### Task to carry out
When you copy the data, keep every word exactly as it is and leave the pictures out.

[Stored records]
• • • •

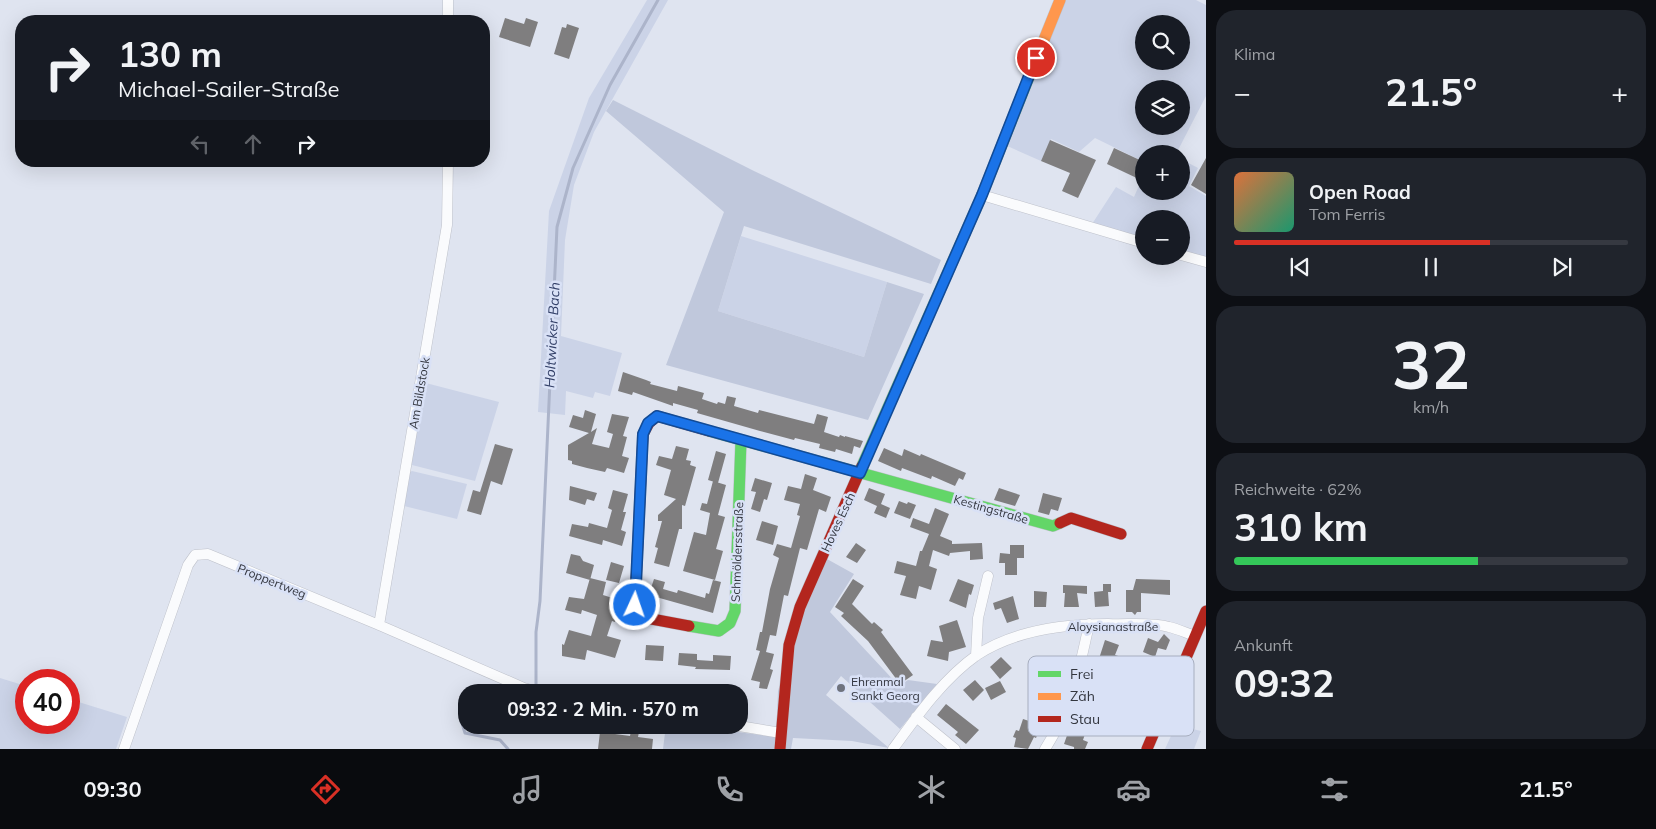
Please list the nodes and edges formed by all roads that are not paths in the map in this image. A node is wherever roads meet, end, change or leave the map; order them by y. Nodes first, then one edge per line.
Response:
1 (448, 0) edge
2 (1060, 0) edge
3 (448, 15) edge
4 (448, 167) edge
5 (982, 195) junction
6 (1135, 240) edge
7 (1190, 258) edge
8 (1206, 262) edge
9 (741, 440) junction
10 (860, 473) junction
11 (1120, 534) dead end
12 (988, 576) dead end
13 (1206, 611) edge
14 (637, 612) joint
15 (1089, 624) junction
16 (379, 625) junction
17 (1194, 636) junction
18 (976, 656) junction
19 (1082, 656) edge
20 (1186, 656) edge
21 (515, 684) edge
22 (916, 717) junction
23 (748, 728) edge
24 (781, 733) junction
25 (1052, 736) edge
26 (1152, 736) edge
27 (124, 749) edge
28 (780, 749) edge
29 (893, 749) edge
30 (955, 749) edge
31 (1045, 749) edge
32 (1147, 749) edge

1 - 3 street
2 - 5 street, Hoves Esch
4 - 16 street, Am Bildstock
5 - 6 street
5 - 10 street, Hoves Esch
7 - 8 street
9 - 10 street, Kestingstraße
9 - 14 street, Schmöldersstraße
9 - 14 street, Kestingstraße
10 - 11 street, Kestingstraße
10 - 24 street, Hoves Esch
12 - 18 street
13 - 17 street
15 - 17 street, Aloysianastraße
15 - 18 street, Aloysianastraße
15 - 19 street
16 - 21 street, Proppertweg
16 - 27 street, Proppertweg
17 - 20 street
18 - 22 street, Aloysianastraße
22 - 29 street, Aloysianastraße
22 - 30 street
23 - 24 street
24 - 28 street, Hoves Esch
25 - 31 street
26 - 32 street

• • • •

### Solution
Please list the nodes and edges formed by all roads that are not paths in the map in this image. A node is wherever roads meet, end, change or leave the map; order them by y. Nodes first, then one edge per line.
Response:
1 (448, 0) edge
2 (1060, 0) edge
3 (448, 15) edge
4 (448, 167) edge
5 (982, 195) junction
6 (1135, 240) edge
7 (1190, 258) edge
8 (1206, 262) edge
9 (741, 440) junction
10 (860, 473) junction
11 (1120, 534) dead end
12 (988, 576) dead end
13 (1206, 611) edge
14 (637, 612) joint
15 (1089, 624) junction
16 (379, 625) junction
17 (1194, 636) junction
18 (976, 656) junction
19 (1082, 656) edge
20 (1186, 656) edge
21 (515, 684) edge
22 (916, 717) junction
23 (748, 728) edge
24 (781, 733) junction
25 (1052, 736) edge
26 (1152, 736) edge
27 (124, 749) edge
28 (780, 749) edge
29 (893, 749) edge
30 (955, 749) edge
31 (1045, 749) edge
32 (1147, 749) edge

1 - 3 street
2 - 5 street, Hoves Esch
4 - 16 street, Am Bildstock
5 - 6 street
5 - 10 street, Hoves Esch
7 - 8 street
9 - 10 street, Kestingstraße
9 - 14 street, Schmöldersstraße
9 - 14 street, Kestingstraße
10 - 11 street, Kestingstraße
10 - 24 street, Hoves Esch
12 - 18 street
13 - 17 street
15 - 17 street, Aloysianastraße
15 - 18 street, Aloysianastraße
15 - 19 street
16 - 21 street, Proppertweg
16 - 27 street, Proppertweg
17 - 20 street
18 - 22 street, Aloysianastraße
22 - 29 street, Aloysianastraße
22 - 30 street
23 - 24 street
24 - 28 street, Hoves Esch
25 - 31 street
26 - 32 street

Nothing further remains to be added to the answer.